At present, the maximum allowed size of a job array is 1000 tasks.
#!/bin/bash
#SBATCH --ntasks=1
#SBATCH --cpus-per-task=1
#SBATCH --job-name=myArray
#SBATCH --time=00:30:00
#SBATCH --array=1-10
# Each task processes a different csv data file
myprogram dataset${SLURM_ARRAY_TASK_ID}.csv
The array is created by Slurm directive --array=1-10 by including elements numbered [1-10] to represent our 10 input files.
When the array job is submitted, Slurm will create 10 jobs under the single job ID. The job array script is submitted in the usual way:
sbatch myarrayjob
Enabling Hyperthreads§
Hyperthreading lets you use two virtual cores instead of one physical core - some programs can take advantage of this.
On clusters with hyperthreading enabled (Kathleen, Young, Michael), you can request it with:
#SBATCH --hint=multithread
This tells Slurm to schedule two threads per physical core.

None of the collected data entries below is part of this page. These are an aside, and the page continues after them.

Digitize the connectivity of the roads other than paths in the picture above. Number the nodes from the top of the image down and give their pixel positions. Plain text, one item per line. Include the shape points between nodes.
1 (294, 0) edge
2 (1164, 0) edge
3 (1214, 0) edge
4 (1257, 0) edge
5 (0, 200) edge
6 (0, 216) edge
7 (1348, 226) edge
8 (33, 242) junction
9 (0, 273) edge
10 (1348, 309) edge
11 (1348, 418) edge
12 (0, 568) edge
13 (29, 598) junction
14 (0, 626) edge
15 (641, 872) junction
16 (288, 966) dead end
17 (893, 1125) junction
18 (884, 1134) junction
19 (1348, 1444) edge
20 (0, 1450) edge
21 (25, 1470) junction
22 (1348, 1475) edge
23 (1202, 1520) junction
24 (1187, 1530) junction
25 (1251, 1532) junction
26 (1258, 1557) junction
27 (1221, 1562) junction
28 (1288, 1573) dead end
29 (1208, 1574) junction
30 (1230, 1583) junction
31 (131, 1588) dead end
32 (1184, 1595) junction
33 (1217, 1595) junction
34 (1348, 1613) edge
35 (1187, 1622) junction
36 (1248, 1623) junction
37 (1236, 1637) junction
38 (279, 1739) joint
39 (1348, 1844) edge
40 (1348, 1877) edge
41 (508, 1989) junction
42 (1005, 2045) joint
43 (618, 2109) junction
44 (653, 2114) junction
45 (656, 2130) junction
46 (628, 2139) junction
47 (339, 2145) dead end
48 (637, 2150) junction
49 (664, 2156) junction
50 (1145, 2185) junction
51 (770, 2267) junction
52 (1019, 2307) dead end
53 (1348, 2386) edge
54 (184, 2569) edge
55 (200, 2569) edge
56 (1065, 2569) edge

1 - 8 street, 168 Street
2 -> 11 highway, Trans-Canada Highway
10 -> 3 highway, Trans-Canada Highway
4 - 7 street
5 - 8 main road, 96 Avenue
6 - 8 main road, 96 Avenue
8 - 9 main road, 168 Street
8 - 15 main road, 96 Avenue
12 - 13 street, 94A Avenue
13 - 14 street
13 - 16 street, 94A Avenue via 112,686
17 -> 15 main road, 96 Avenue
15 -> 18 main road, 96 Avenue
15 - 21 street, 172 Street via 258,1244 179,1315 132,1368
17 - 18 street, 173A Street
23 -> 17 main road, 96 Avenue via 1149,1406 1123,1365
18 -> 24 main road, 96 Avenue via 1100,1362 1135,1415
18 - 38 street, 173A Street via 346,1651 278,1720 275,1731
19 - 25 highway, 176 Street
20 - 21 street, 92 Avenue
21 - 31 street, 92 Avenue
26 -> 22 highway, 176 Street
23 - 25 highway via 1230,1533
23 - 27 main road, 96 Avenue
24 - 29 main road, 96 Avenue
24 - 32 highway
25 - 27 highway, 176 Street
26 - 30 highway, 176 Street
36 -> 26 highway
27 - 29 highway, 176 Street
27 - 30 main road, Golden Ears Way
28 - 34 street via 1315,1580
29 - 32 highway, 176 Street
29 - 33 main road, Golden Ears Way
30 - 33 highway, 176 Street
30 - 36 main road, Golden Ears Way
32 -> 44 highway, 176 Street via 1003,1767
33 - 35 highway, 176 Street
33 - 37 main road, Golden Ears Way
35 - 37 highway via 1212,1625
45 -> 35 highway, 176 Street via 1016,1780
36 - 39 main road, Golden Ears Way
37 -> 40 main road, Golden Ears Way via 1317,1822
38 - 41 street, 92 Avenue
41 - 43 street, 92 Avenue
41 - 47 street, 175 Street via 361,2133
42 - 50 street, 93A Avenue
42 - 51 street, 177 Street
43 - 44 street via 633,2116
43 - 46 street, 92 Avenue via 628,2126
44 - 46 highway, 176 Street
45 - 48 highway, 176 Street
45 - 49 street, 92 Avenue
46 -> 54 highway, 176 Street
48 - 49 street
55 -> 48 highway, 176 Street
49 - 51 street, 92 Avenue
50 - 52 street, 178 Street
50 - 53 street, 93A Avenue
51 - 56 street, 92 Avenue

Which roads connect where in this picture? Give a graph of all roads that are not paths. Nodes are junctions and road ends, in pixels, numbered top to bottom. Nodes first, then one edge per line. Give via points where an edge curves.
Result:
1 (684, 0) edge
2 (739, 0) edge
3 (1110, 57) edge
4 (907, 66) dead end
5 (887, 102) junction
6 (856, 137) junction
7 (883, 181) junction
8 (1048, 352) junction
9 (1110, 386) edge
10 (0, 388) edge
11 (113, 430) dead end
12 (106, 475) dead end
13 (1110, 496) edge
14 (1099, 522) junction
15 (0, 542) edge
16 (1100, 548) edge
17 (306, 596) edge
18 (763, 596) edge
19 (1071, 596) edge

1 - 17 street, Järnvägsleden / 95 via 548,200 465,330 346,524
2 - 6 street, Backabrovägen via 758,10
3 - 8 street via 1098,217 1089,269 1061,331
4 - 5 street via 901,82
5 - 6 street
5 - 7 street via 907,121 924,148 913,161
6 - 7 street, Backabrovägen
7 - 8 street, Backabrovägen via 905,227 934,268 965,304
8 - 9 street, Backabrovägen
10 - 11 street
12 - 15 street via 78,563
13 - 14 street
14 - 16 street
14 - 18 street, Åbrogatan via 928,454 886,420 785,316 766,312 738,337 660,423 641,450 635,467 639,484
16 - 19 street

By default we have set --hint=nomultithread so hyperthreads will not be used unless requested.
Examples for Young§
CPU only jobs§
Single node script§
#!/bin/bash
#SBATCH --nodes=1
#SBATCH --ntasks-per-node=8
#SBATCH --time=12:00:00
#SBATCH --job-name=CPU_Single_Node
# Purging and reloading all modules to be sure of the job's environment
module purge
module load ucl-stack/2025-12
# Loading the modules your application needs to execute
module load <name of the module(s) you need>
# Lines to execute below here
<application execution here>
Single node interactive session§
The resource request is identical to the script above. However, once the resources are allocated you'll be migrated to the compute node and will need to then execute any lines manually. The module commands and <application execution here> would be done by-hand. You'll notice also the --pty flag at the end which stands for "pseudo terminal" and is letting Slurm know to start the session using bash.
srun --nodes=1 --ntasks-per-node=8 --time=12:00:00 --pty bash -l
Multi-node script§
By default the mpi/openmpi/4.1.6/gcc-12.3.0-avx2 module is loaded. If you need a cuda enabled MPI, Intel's MPI, or another specific version you can check what is available with the module avail mpi command. If you see any with a seemingly random hash after the name, those are installed as dependencies for other modules. The ones with -avx2 or with no hash are the modules you generally should use.
#!/bin/bash
#SBATCH --nodes=4
#SBATCH --ntasks-per-node=16
#SBATCH --time=12:00:00
#SBATCH --job-name=CPU_Multi_Node
# Purging and reloading to be sure of the job's environment
module purge
module load ucl-stack/2025-12
# Loading the MPI you'll use for execution. Here we're going with the default openmpi.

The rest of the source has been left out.